Stored items
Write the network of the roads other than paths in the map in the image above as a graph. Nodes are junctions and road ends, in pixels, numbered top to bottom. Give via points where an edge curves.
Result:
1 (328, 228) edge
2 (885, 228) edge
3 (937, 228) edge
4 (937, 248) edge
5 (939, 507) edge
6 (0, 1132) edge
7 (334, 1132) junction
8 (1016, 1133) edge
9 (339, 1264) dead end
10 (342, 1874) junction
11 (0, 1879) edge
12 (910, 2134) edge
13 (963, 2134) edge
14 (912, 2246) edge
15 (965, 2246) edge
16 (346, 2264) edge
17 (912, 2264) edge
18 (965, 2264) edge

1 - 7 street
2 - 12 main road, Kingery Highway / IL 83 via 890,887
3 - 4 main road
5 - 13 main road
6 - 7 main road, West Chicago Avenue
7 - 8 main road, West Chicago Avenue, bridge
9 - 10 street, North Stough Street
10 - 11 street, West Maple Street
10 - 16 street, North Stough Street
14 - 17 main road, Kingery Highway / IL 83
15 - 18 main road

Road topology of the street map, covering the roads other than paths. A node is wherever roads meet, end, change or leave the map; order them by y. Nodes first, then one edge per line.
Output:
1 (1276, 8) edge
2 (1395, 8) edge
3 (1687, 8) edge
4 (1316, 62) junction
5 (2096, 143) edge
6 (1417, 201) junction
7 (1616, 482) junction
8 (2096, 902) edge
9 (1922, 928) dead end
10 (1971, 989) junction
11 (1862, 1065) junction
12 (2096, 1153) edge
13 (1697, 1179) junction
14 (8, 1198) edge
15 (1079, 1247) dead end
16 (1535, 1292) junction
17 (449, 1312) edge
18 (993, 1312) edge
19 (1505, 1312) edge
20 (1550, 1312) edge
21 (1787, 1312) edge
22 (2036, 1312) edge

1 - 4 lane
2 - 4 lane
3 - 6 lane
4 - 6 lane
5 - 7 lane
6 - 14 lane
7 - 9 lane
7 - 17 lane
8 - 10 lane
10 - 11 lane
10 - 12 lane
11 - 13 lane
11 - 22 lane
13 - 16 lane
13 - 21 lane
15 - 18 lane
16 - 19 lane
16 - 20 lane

▶ EXERCISE BRIEF: The expected result is every record above, duplicated exactly.

▶ OUTPUT OF THE EXERCISE:
Write the network of the roads other than paths in the map in the image above as a graph. Nodes are junctions and road ends, in pixels, numbered top to bottom. Give via points where an edge curves.
Result:
1 (328, 228) edge
2 (885, 228) edge
3 (937, 228) edge
4 (937, 248) edge
5 (939, 507) edge
6 (0, 1132) edge
7 (334, 1132) junction
8 (1016, 1133) edge
9 (339, 1264) dead end
10 (342, 1874) junction
11 (0, 1879) edge
12 (910, 2134) edge
13 (963, 2134) edge
14 (912, 2246) edge
15 (965, 2246) edge
16 (346, 2264) edge
17 (912, 2264) edge
18 (965, 2264) edge

1 - 7 street
2 - 12 main road, Kingery Highway / IL 83 via 890,887
3 - 4 main road
5 - 13 main road
6 - 7 main road, West Chicago Avenue
7 - 8 main road, West Chicago Avenue, bridge
9 - 10 street, North Stough Street
10 - 11 street, West Maple Street
10 - 16 street, North Stough Street
14 - 17 main road, Kingery Highway / IL 83
15 - 18 main road

Road topology of the street map, covering the roads other than paths. A node is wherever roads meet, end, change or leave the map; order them by y. Nodes first, then one edge per line.
Output:
1 (1276, 8) edge
2 (1395, 8) edge
3 (1687, 8) edge
4 (1316, 62) junction
5 (2096, 143) edge
6 (1417, 201) junction
7 (1616, 482) junction
8 (2096, 902) edge
9 (1922, 928) dead end
10 (1971, 989) junction
11 (1862, 1065) junction
12 (2096, 1153) edge
13 (1697, 1179) junction
14 (8, 1198) edge
15 (1079, 1247) dead end
16 (1535, 1292) junction
17 (449, 1312) edge
18 (993, 1312) edge
19 (1505, 1312) edge
20 (1550, 1312) edge
21 (1787, 1312) edge
22 (2036, 1312) edge

1 - 4 lane
2 - 4 lane
3 - 6 lane
4 - 6 lane
5 - 7 lane
6 - 14 lane
7 - 9 lane
7 - 17 lane
8 - 10 lane
10 - 11 lane
10 - 12 lane
11 - 13 lane
11 - 22 lane
13 - 16 lane
13 - 21 lane
15 - 18 lane
16 - 19 lane
16 - 20 lane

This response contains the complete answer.